## Work order
Transcribe all the entries word for word, skipping the pictures.

## Extracted information

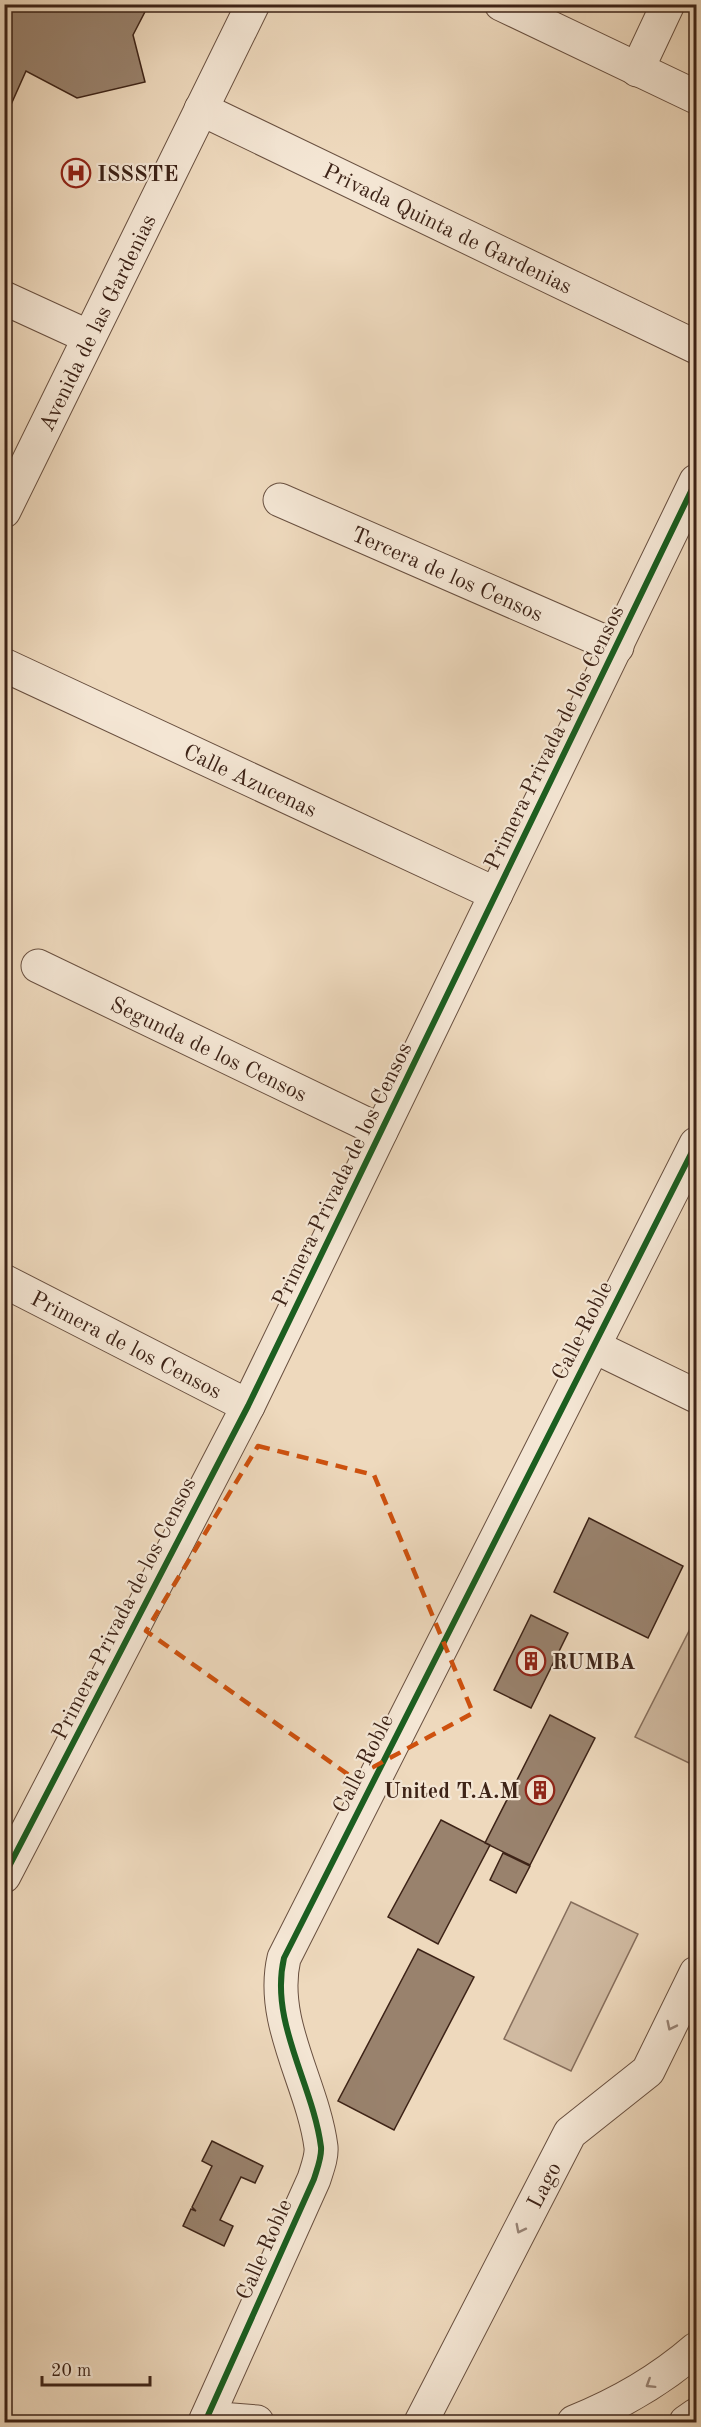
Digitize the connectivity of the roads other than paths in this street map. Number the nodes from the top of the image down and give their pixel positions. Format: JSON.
{"nodes":[{"id":1,"x":253,"y":4,"type":"edge"},
{"id":2,"x":501,"y":4,"type":"edge"},
{"id":3,"x":668,"y":4,"type":"edge"},
{"id":4,"x":637,"y":70,"type":"junction"},
{"id":5,"x":696,"y":97,"type":"edge"},
{"id":6,"x":201,"y":109,"type":"junction"},
{"id":7,"x":4,"y":298,"type":"edge"},
{"id":8,"x":89,"y":337,"type":"junction"},
{"id":9,"x":696,"y":347,"type":"edge"},
{"id":10,"x":696,"y":481,"type":"edge"},
{"id":11,"x":280,"y":500,"type":"dead end"},
{"id":12,"x":5,"y":507,"type":"edge"},
{"id":13,"x":617,"y":647,"type":"junction"},
{"id":14,"x":4,"y":665,"type":"edge"},
{"id":15,"x":496,"y":894,"type":"junction"},
{"id":16,"x":38,"y":966,"type":"dead end"},
{"id":17,"x":381,"y":1131,"type":"junction"},
{"id":18,"x":696,"y":1144,"type":"edge"},
{"id":19,"x":4,"y":1281,"type":"edge"},
{"id":20,"x":593,"y":1346,"type":"junction"},
{"id":21,"x":696,"y":1396,"type":"edge"},
{"id":22,"x":248,"y":1406,"type":"junction"},
{"id":23,"x":4,"y":1876,"type":"edge"},
{"id":24,"x":696,"y":1973,"type":"edge"},
{"id":25,"x":696,"y":2349,"type":"edge"},
{"id":26,"x":696,"y":2415,"type":"edge"},
{"id":27,"x":206,"y":2420,"type":"edge"},
{"id":28,"x":257,"y":2422,"type":"edge"},
{"id":29,"x":421,"y":2422,"type":"edge"},
{"id":30,"x":573,"y":2422,"type":"edge"},
{"id":31,"x":686,"y":2422,"type":"edge"}],
"edges":[{"from":1,"to":6,"type":"street","name":"Avenida de las Gardenias"},
{"from":2,"to":4,"type":"street"},
{"from":3,"to":4,"type":"street"},
{"from":4,"to":5,"type":"street"},
{"from":6,"to":8,"type":"street","name":"Avenida de las Gardenias"},
{"from":6,"to":9,"type":"street","name":"Privada Quinta de Gardenias"},
{"from":7,"to":8,"type":"street"},
{"from":8,"to":12,"type":"street","name":"Avenida de las Gardenias"},
{"from":10,"to":13,"type":"street","name":"Primera Privada de los Censos"},
{"from":11,"to":13,"type":"street","name":"Tercera de los Censos"},
{"from":13,"to":15,"type":"street","name":"Primera Privada de los Censos"},
{"from":14,"to":15,"type":"street","name":"Calle Azucenas"},
{"from":15,"to":17,"type":"street","name":"Primera Privada de los Censos"},
{"from":16,"to":17,"type":"street","name":"Segunda de los Censos"},
{"from":17,"to":22,"type":"street","name":"Primera Privada de los Censos"},
{"from":18,"to":20,"type":"street","name":"Calle Roble"},
{"from":19,"to":22,"type":"street","name":"Primera de los Censos"},
{"from":20,"to":21,"type":"street"},
{"from":20,"to":27,"type":"street","name":"Calle Roble"},
{"from":22,"to":23,"type":"street","name":"Primera Privada de los Censos"},
{"from":24,"to":29,"type":"street","name":"Lago","one_way":true},
{"from":25,"to":30,"type":"street","one_way":true},
{"from":26,"to":31,"type":"street"},
{"from":27,"to":28,"type":"street"}]}
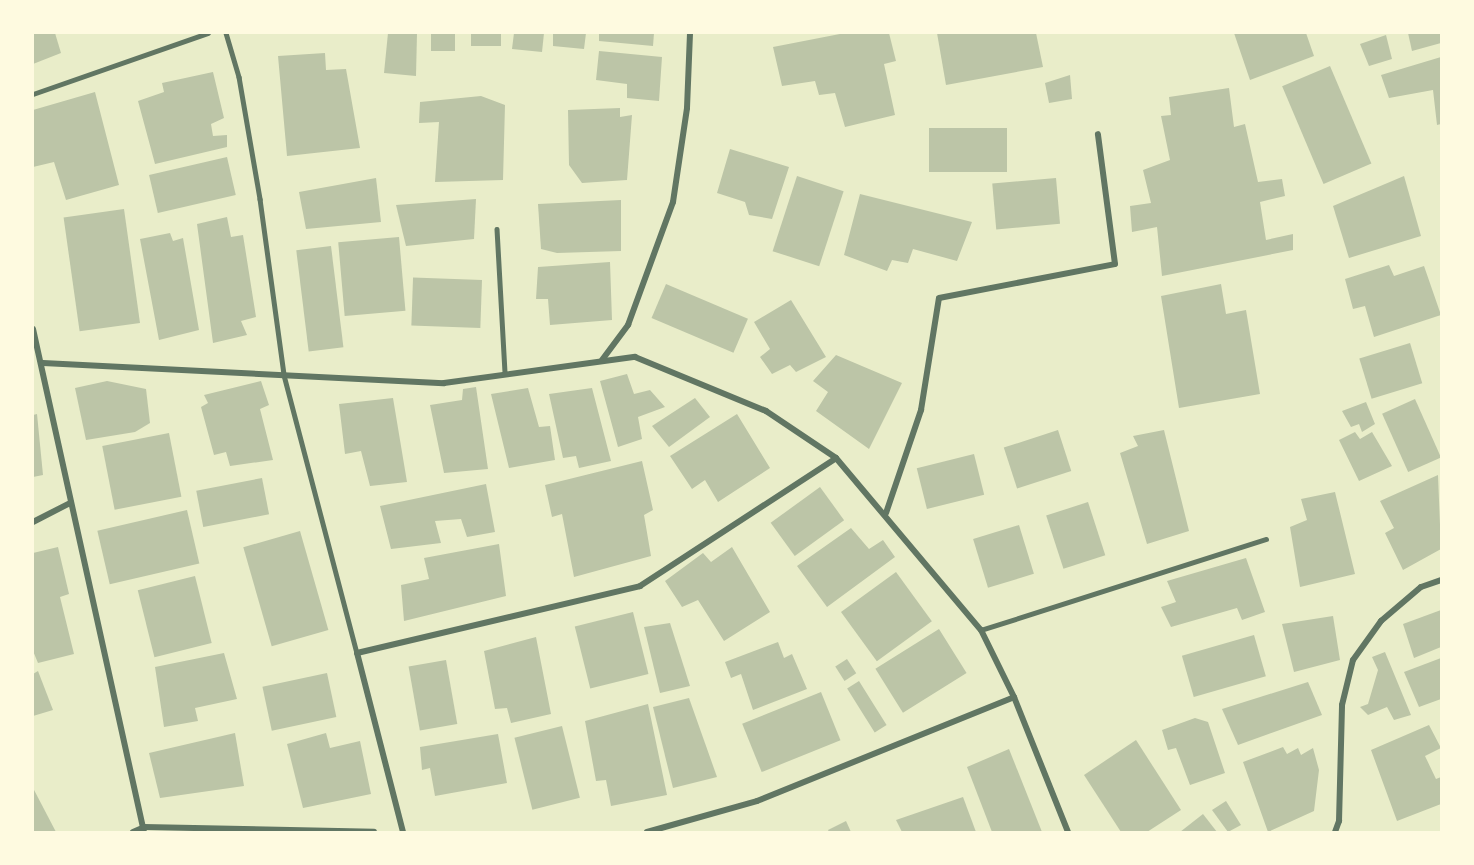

## Solution for this problem
Digitize the connectivity of the roads other than paths in this street map. Number the nodes from the top of the image down and give their pixel positions. Format: JSON.
{"nodes":[{"id":1,"x":253,"y":4,"type":"edge"},
{"id":2,"x":501,"y":4,"type":"edge"},
{"id":3,"x":668,"y":4,"type":"edge"},
{"id":4,"x":637,"y":70,"type":"junction"},
{"id":5,"x":696,"y":97,"type":"edge"},
{"id":6,"x":201,"y":109,"type":"junction"},
{"id":7,"x":4,"y":298,"type":"edge"},
{"id":8,"x":89,"y":337,"type":"junction"},
{"id":9,"x":696,"y":347,"type":"edge"},
{"id":10,"x":696,"y":481,"type":"edge"},
{"id":11,"x":280,"y":500,"type":"dead end"},
{"id":12,"x":5,"y":507,"type":"edge"},
{"id":13,"x":617,"y":647,"type":"junction"},
{"id":14,"x":4,"y":665,"type":"edge"},
{"id":15,"x":496,"y":894,"type":"junction"},
{"id":16,"x":38,"y":966,"type":"dead end"},
{"id":17,"x":381,"y":1131,"type":"junction"},
{"id":18,"x":696,"y":1144,"type":"edge"},
{"id":19,"x":4,"y":1281,"type":"edge"},
{"id":20,"x":593,"y":1346,"type":"junction"},
{"id":21,"x":696,"y":1396,"type":"edge"},
{"id":22,"x":248,"y":1406,"type":"junction"},
{"id":23,"x":4,"y":1876,"type":"edge"},
{"id":24,"x":696,"y":1973,"type":"edge"},
{"id":25,"x":696,"y":2349,"type":"edge"},
{"id":26,"x":696,"y":2415,"type":"edge"},
{"id":27,"x":206,"y":2420,"type":"edge"},
{"id":28,"x":257,"y":2422,"type":"edge"},
{"id":29,"x":421,"y":2422,"type":"edge"},
{"id":30,"x":573,"y":2422,"type":"edge"},
{"id":31,"x":686,"y":2422,"type":"edge"}],
"edges":[{"from":1,"to":6,"type":"street","name":"Avenida de las Gardenias"},
{"from":2,"to":4,"type":"street"},
{"from":3,"to":4,"type":"street"},
{"from":4,"to":5,"type":"street"},
{"from":6,"to":8,"type":"street","name":"Avenida de las Gardenias"},
{"from":6,"to":9,"type":"street","name":"Privada Quinta de Gardenias"},
{"from":7,"to":8,"type":"street"},
{"from":8,"to":12,"type":"street","name":"Avenida de las Gardenias"},
{"from":10,"to":13,"type":"street","name":"Primera Privada de los Censos"},
{"from":11,"to":13,"type":"street","name":"Tercera de los Censos"},
{"from":13,"to":15,"type":"street","name":"Primera Privada de los Censos"},
{"from":14,"to":15,"type":"street","name":"Calle Azucenas"},
{"from":15,"to":17,"type":"street","name":"Primera Privada de los Censos"},
{"from":16,"to":17,"type":"street","name":"Segunda de los Censos"},
{"from":17,"to":22,"type":"street","name":"Primera Privada de los Censos"},
{"from":18,"to":20,"type":"street","name":"Calle Roble"},
{"from":19,"to":22,"type":"street","name":"Primera de los Censos"},
{"from":20,"to":21,"type":"street"},
{"from":20,"to":27,"type":"street","name":"Calle Roble"},
{"from":22,"to":23,"type":"street","name":"Primera Privada de los Censos"},
{"from":24,"to":29,"type":"street","name":"Lago","one_way":true},
{"from":25,"to":30,"type":"street","one_way":true},
{"from":26,"to":31,"type":"street"},
{"from":27,"to":28,"type":"street"}]}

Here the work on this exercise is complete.